Work instruction: Retype precisely the section of the data that starts at the line containing "Road topology of" and runs to its final line, ends included.

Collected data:
= Beginning of Section =

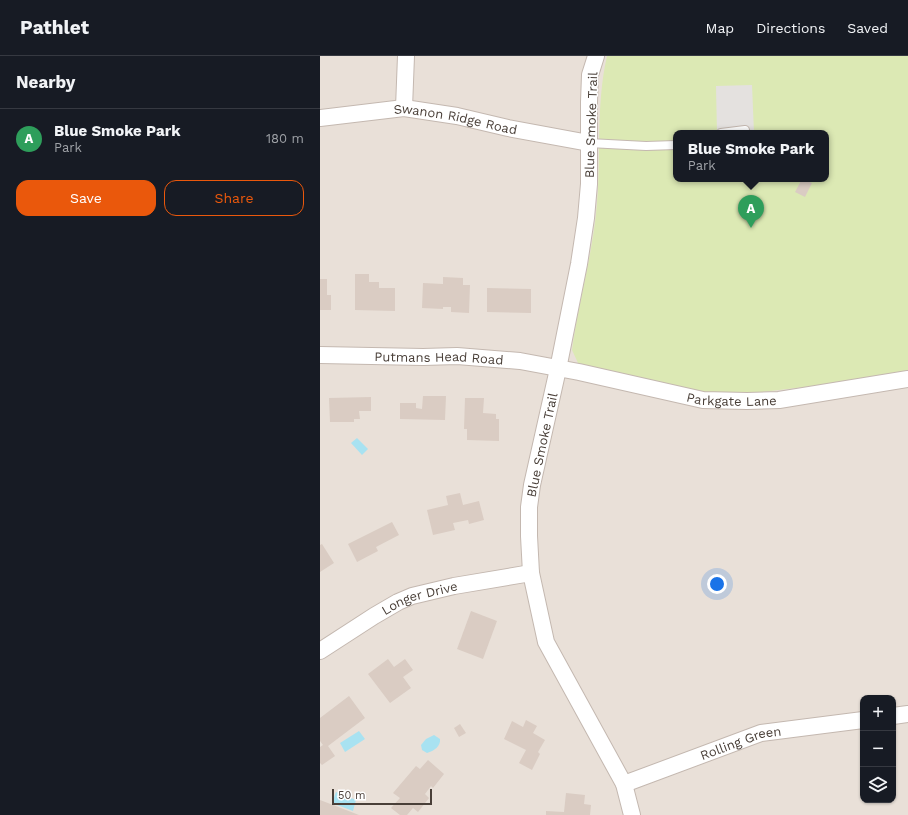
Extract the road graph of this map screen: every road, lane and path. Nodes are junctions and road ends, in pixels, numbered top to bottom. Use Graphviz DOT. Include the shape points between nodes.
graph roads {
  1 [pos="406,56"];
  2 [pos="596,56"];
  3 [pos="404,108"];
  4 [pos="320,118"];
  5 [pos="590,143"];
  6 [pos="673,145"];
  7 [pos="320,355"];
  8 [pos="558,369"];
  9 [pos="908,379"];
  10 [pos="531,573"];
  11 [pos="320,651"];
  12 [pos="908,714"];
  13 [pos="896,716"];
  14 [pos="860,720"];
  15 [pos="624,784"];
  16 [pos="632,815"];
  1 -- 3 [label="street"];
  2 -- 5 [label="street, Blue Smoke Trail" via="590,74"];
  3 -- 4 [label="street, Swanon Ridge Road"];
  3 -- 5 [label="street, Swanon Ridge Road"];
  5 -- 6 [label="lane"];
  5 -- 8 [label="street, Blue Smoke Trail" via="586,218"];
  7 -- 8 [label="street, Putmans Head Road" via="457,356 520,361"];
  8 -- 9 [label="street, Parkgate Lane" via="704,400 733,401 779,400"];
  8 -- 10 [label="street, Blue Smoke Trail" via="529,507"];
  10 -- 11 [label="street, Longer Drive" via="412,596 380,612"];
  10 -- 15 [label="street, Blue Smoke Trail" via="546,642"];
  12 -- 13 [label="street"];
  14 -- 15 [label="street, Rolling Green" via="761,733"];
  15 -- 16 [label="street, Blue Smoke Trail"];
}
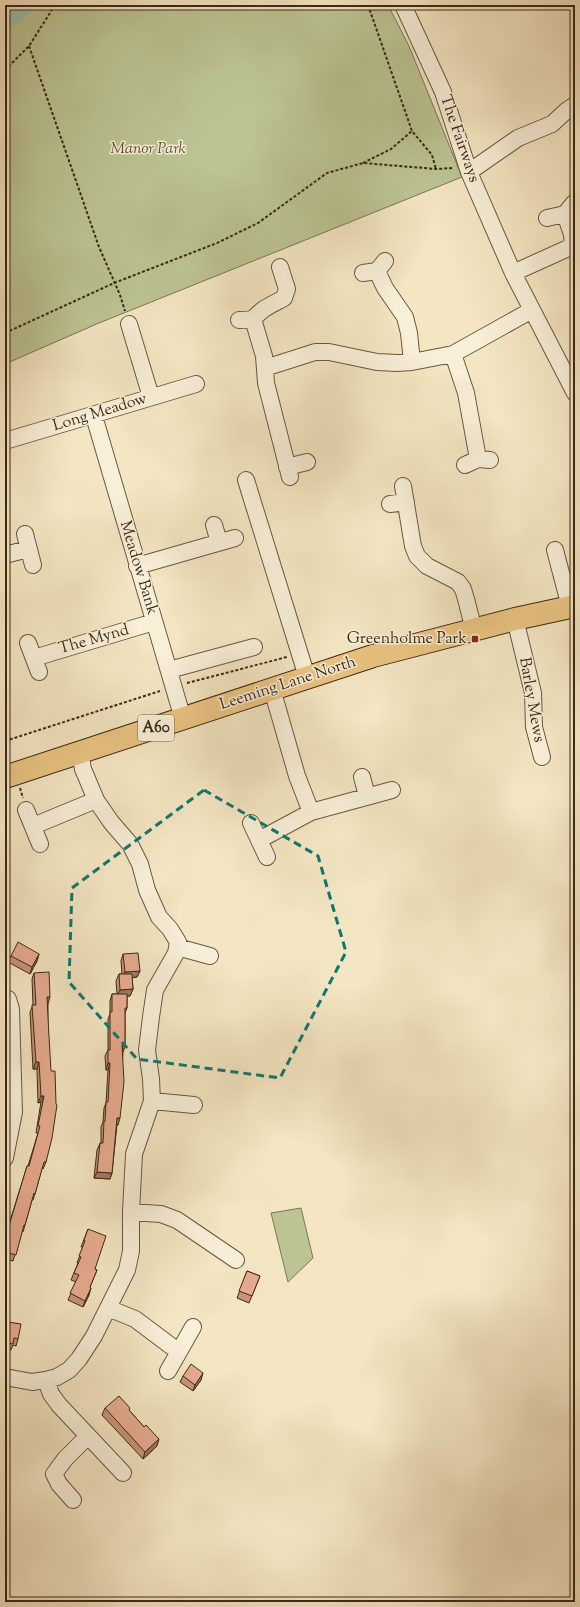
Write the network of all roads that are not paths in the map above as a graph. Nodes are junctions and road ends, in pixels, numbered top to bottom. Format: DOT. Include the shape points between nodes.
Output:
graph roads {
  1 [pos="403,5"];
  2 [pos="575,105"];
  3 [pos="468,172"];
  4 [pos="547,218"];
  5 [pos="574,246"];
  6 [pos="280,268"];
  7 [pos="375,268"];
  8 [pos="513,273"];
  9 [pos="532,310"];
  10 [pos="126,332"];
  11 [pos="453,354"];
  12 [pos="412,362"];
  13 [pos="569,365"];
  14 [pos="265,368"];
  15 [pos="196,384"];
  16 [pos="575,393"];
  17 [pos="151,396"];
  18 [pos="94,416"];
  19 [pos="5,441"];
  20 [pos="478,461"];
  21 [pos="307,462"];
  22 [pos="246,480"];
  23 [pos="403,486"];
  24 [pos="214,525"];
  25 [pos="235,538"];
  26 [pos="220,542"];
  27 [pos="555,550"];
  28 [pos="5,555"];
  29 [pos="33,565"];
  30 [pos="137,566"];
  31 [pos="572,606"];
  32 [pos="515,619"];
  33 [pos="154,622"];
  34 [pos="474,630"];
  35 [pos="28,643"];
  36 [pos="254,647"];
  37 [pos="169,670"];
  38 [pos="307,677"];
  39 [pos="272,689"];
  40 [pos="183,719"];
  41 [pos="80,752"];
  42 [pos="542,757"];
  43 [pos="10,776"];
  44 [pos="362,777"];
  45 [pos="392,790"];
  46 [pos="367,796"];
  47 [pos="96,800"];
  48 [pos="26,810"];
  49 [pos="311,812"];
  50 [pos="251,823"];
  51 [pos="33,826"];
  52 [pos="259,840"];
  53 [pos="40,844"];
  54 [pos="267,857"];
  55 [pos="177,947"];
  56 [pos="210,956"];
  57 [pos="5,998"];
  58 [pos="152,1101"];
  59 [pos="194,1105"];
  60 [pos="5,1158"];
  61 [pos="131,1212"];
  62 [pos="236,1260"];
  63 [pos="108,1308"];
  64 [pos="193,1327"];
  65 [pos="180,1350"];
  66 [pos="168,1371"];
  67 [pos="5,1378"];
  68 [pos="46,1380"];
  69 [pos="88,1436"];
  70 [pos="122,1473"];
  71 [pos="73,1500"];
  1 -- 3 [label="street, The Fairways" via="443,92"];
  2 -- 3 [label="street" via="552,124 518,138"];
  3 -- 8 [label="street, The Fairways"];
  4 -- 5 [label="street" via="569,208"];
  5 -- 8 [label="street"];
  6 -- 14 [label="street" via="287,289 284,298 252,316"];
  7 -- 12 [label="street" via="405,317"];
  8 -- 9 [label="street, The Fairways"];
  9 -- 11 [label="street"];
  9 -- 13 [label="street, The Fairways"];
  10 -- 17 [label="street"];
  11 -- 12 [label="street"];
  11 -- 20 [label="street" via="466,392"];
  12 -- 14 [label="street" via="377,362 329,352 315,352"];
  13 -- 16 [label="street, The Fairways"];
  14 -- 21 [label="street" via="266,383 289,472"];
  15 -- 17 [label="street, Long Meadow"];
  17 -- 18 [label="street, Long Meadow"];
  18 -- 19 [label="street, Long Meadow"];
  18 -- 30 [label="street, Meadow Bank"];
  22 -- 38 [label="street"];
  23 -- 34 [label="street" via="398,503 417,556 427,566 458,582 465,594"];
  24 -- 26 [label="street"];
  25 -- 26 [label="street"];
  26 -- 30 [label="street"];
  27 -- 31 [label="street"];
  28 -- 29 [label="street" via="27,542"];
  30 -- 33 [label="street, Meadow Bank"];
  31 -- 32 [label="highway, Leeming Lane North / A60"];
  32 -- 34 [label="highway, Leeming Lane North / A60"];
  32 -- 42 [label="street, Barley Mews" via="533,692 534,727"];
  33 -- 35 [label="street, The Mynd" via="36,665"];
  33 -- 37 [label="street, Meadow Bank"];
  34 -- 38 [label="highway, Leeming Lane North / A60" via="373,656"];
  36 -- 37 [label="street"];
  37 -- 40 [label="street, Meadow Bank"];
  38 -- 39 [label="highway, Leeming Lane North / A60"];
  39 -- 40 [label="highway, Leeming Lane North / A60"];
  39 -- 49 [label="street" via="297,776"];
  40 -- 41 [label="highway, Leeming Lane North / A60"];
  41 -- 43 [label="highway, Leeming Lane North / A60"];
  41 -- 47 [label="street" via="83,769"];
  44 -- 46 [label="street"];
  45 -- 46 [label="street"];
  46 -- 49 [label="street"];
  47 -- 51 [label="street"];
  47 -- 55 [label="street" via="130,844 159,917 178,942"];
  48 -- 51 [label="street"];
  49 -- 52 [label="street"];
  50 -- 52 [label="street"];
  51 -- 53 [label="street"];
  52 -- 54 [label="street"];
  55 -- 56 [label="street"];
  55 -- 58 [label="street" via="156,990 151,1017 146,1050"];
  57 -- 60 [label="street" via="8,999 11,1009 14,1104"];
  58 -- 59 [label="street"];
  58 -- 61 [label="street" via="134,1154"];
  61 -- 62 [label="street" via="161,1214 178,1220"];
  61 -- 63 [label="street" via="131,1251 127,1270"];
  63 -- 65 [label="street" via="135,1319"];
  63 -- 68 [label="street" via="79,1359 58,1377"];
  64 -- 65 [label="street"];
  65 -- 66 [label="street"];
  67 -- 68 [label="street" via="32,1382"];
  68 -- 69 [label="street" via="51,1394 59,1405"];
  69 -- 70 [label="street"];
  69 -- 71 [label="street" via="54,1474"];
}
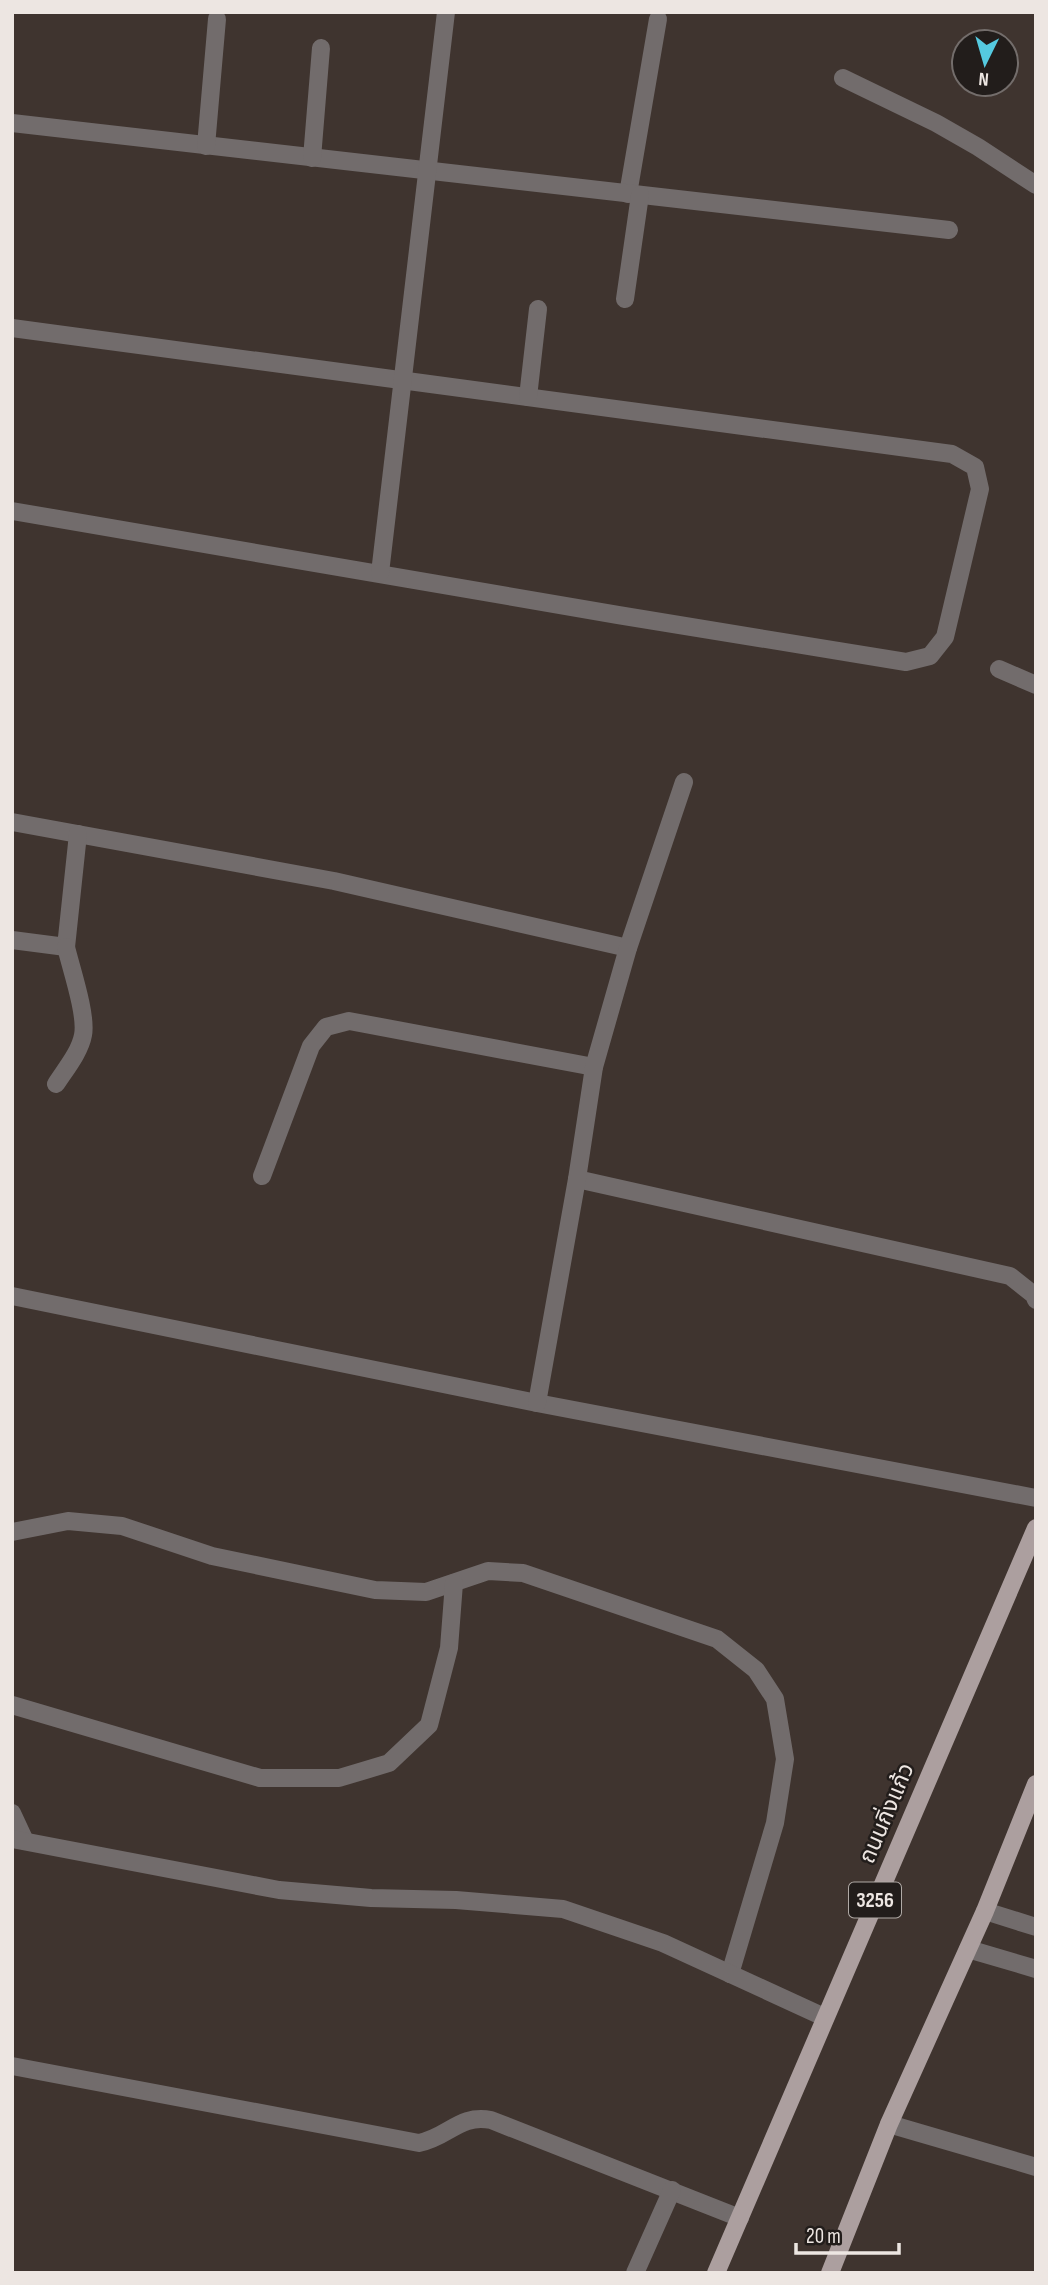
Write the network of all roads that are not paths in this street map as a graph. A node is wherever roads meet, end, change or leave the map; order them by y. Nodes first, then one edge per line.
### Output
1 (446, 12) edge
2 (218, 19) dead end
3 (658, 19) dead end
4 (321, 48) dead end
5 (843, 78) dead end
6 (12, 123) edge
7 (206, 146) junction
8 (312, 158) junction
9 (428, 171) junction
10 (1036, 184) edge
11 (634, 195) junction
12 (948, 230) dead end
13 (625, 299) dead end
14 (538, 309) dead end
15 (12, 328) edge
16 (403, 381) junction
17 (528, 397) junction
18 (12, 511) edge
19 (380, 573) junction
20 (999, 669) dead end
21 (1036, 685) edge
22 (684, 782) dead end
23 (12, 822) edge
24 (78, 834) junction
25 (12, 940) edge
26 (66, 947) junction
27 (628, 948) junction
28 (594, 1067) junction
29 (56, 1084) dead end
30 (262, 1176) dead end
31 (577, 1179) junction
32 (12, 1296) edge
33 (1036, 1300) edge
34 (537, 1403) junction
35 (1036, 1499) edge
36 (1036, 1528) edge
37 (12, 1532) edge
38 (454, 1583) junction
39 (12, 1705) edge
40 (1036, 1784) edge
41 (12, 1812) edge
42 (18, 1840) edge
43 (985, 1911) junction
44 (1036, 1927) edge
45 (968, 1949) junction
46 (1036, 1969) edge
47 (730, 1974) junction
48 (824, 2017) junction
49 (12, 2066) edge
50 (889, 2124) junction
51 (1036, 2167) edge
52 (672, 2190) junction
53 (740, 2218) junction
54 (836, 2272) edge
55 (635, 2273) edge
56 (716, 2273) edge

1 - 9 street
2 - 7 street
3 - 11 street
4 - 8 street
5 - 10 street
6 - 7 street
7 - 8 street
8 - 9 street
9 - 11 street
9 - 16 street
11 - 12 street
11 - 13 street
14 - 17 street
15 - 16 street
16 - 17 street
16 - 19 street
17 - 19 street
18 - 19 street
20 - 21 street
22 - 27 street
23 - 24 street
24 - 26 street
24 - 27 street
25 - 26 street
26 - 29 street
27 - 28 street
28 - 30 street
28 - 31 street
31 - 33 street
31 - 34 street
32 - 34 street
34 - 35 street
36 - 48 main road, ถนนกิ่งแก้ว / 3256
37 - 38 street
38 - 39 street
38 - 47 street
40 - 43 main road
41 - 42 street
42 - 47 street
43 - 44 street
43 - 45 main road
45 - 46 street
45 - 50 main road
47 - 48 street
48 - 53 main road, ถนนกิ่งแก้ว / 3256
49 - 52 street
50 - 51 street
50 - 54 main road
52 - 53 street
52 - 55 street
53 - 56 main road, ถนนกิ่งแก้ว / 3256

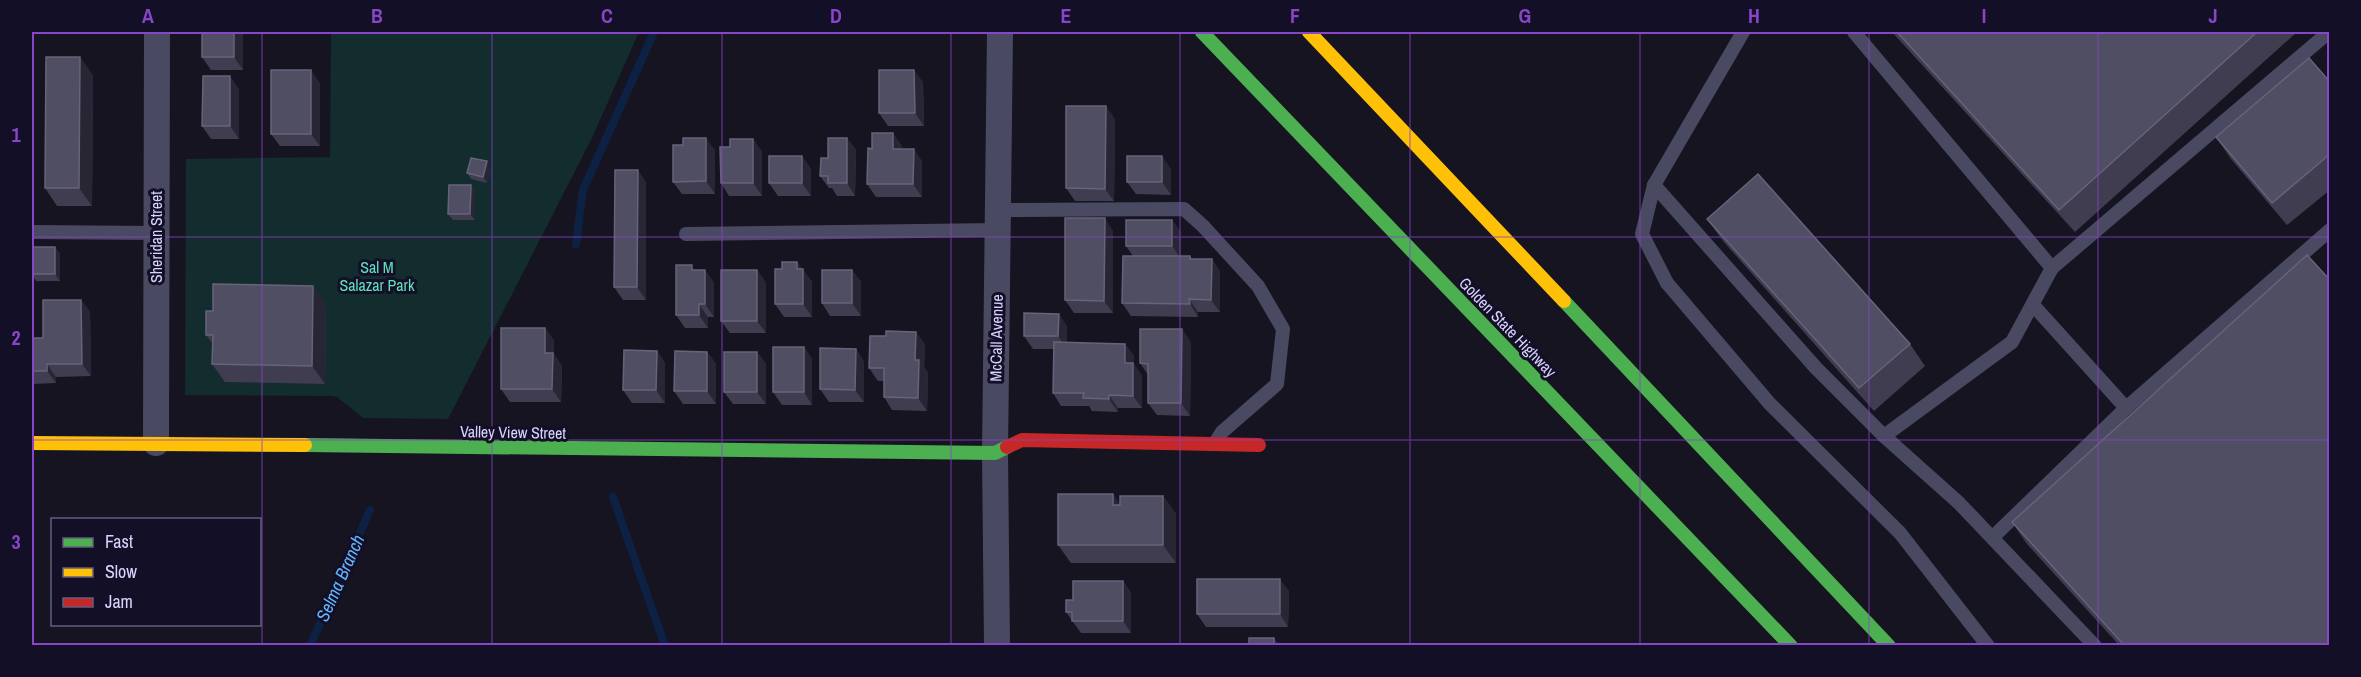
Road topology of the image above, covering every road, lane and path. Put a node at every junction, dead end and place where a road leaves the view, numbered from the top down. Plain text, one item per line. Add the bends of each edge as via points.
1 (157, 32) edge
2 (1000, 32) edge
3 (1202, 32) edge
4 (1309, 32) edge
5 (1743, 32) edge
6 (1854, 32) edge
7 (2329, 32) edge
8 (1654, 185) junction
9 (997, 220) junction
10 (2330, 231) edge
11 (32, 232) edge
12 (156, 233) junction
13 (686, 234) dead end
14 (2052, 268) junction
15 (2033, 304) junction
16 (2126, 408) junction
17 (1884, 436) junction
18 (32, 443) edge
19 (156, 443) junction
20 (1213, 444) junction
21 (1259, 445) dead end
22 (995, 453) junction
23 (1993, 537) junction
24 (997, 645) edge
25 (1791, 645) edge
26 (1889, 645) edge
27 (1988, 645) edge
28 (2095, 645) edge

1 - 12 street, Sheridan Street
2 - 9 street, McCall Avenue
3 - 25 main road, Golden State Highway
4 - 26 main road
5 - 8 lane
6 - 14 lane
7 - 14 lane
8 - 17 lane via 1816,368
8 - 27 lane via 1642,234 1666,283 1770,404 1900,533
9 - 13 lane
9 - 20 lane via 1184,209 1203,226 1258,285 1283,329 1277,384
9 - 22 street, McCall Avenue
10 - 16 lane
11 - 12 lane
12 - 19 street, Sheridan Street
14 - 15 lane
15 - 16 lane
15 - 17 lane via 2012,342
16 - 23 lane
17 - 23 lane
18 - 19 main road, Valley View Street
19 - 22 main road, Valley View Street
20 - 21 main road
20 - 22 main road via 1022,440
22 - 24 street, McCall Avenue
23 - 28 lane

= End of Section =

Response box:
Road topology of the image above, covering every road, lane and path. Put a node at every junction, dead end and place where a road leaves the view, numbered from the top down. Plain text, one item per line. Add the bends of each edge as via points.
1 (157, 32) edge
2 (1000, 32) edge
3 (1202, 32) edge
4 (1309, 32) edge
5 (1743, 32) edge
6 (1854, 32) edge
7 (2329, 32) edge
8 (1654, 185) junction
9 (997, 220) junction
10 (2330, 231) edge
11 (32, 232) edge
12 (156, 233) junction
13 (686, 234) dead end
14 (2052, 268) junction
15 (2033, 304) junction
16 (2126, 408) junction
17 (1884, 436) junction
18 (32, 443) edge
19 (156, 443) junction
20 (1213, 444) junction
21 (1259, 445) dead end
22 (995, 453) junction
23 (1993, 537) junction
24 (997, 645) edge
25 (1791, 645) edge
26 (1889, 645) edge
27 (1988, 645) edge
28 (2095, 645) edge

1 - 12 street, Sheridan Street
2 - 9 street, McCall Avenue
3 - 25 main road, Golden State Highway
4 - 26 main road
5 - 8 lane
6 - 14 lane
7 - 14 lane
8 - 17 lane via 1816,368
8 - 27 lane via 1642,234 1666,283 1770,404 1900,533
9 - 13 lane
9 - 20 lane via 1184,209 1203,226 1258,285 1283,329 1277,384
9 - 22 street, McCall Avenue
10 - 16 lane
11 - 12 lane
12 - 19 street, Sheridan Street
14 - 15 lane
15 - 16 lane
15 - 17 lane via 2012,342
16 - 23 lane
17 - 23 lane
18 - 19 main road, Valley View Street
19 - 22 main road, Valley View Street
20 - 21 main road
20 - 22 main road via 1022,440
22 - 24 street, McCall Avenue
23 - 28 lane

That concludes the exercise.